Clear your ape database before deploying to production to avoid conflicts with upgradeable proxies. Please note that this will delete all ape deployment artifacts, so make sure you have a backup of artifacts from other projects before running this command.

$ rm -r ~/.ape/ethereum

Next, Run deployment scripts:

$ ape run <domain> <script_name> --network ethereum:local:test
$ ape run <domain> <script_name> --network polygon:amoy:infura
$ ape run <domain> <script_name>  --network ethereum:sepolia:infura

Testing on Local Forks

If you want to test on a local fork of a live network, for example when testing upgrades of contracts, you can use foundry.

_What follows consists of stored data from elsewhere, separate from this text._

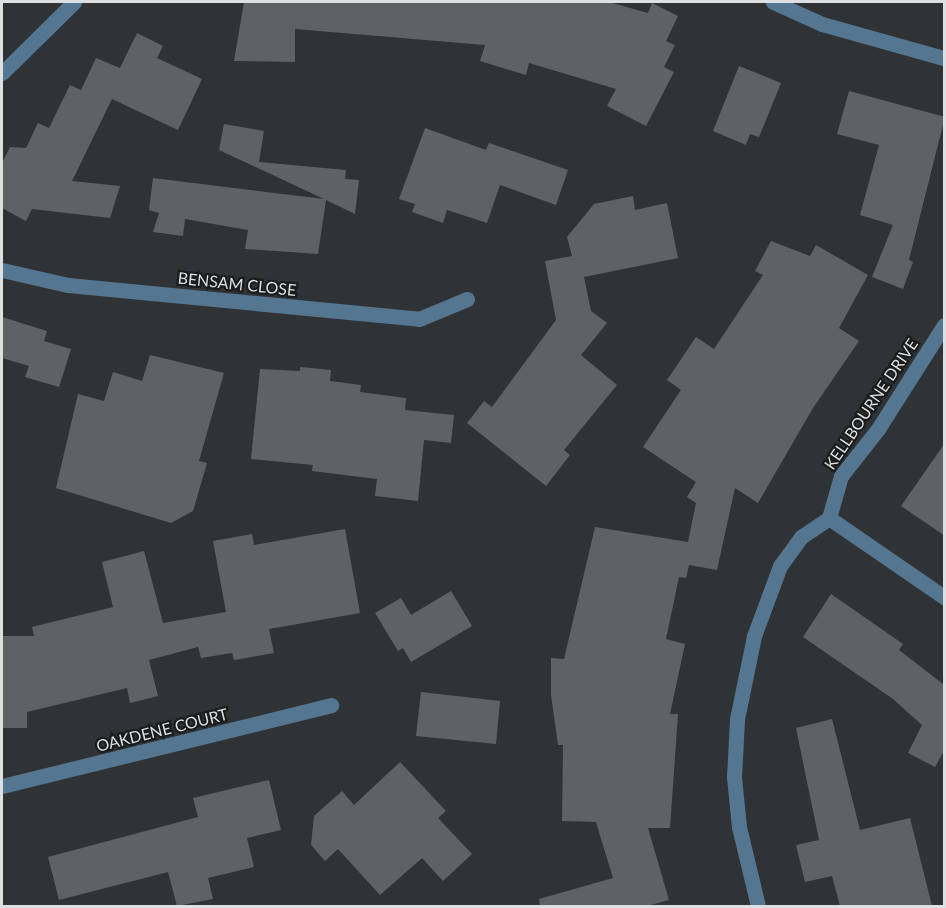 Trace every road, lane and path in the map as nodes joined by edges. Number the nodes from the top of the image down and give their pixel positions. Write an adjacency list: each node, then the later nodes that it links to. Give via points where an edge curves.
1 (773, 2): 3 (street, via 822,24)
2 (69, 3): 4 (street)
3 (945, 58)
4 (2, 73)
5 (2, 270): 6 (street, BENSAM CLOSE, via 68,285 419,320)
6 (467, 299)
7 (945, 325): 8 (street, KELLBOURNE DRIVE, via 878,429 841,476)
8 (829, 518): 9 (street); 12 (street, via 801,537 780,566 746,665 735,777 740,827)
9 (945, 597)
10 (331, 705): 11 (street, OAKDENE COURT)
11 (2, 786)
12 (758, 906)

Install foundry by running:

$ curl -L https://foundry.paradigm.xyz | bash
$ foundryup

Ensure that the following command runs:

$ anvil --version

Subsequently, you can run the respective deployment script by providing the relevant network:

• Sepolia: --network ethereum:sepolia-fork:foundry
• Amoy: --network polygon:amoy-fork:foundry

The script will be executed against the local fork based on the latest live block, allowing you to test contract deployments and interactions as if they were on the live network.

NPM publishing process

For interoperability, we keep an NPM package with information of deployed smart contracts, such as address, ABI, etc. The NPM package can be found at https://www.npmjs.com/package/@nucypher/nucypher-contracts.

The process to publish a new NPM release is as follows:

1. Make the required changes to deployment artifacts, usually by running a deployment script.

2. Update the package version using bump2version. We don't want to create a git tag, so we are running it with --no-tag.

Note that we follow semantic versioning.

To update the minor version (e.g. from v1.1.0 to v1.2.0):
> bump2version minor --no-tag

To update the patch version (e.g. from v1.1.0 to v1.1.1):
> bump2version patch --no-tag

It is still necessary to bump the version on the package-lock.json file, so just run:

> npm install

3. Create a PR with these changes which should be merged before continuing. In the case of an alpha dev release, the PR could be skipped.

4. Create a new git tag for the new version. The name of the tag must be the new <version> that is being released (e.g. v0.23.0, v0.26.0-alpha.10).

> git tag -a <version> -m "<version>"

> git push origin <version>

5. There are two options for publishing the npm package, either as an alpha dev release or a stable release.

For an alpha dev release

You will need to manually publish the package to npm with the --tag devnet flag

• Using node version v18.x, run the following:

> npm install

# test the publish process first
> npm publish --tag devnet --dry-run

> npm publish --tag devnet

(We use node v18 to ensure that the minimum node version is supported)

For a stable release:

Stable releases are automatically published via Github Actions once a new GitHub release is created.

• Create a new release, and a Github Action will automatically publish the new package to npm with the latest tag.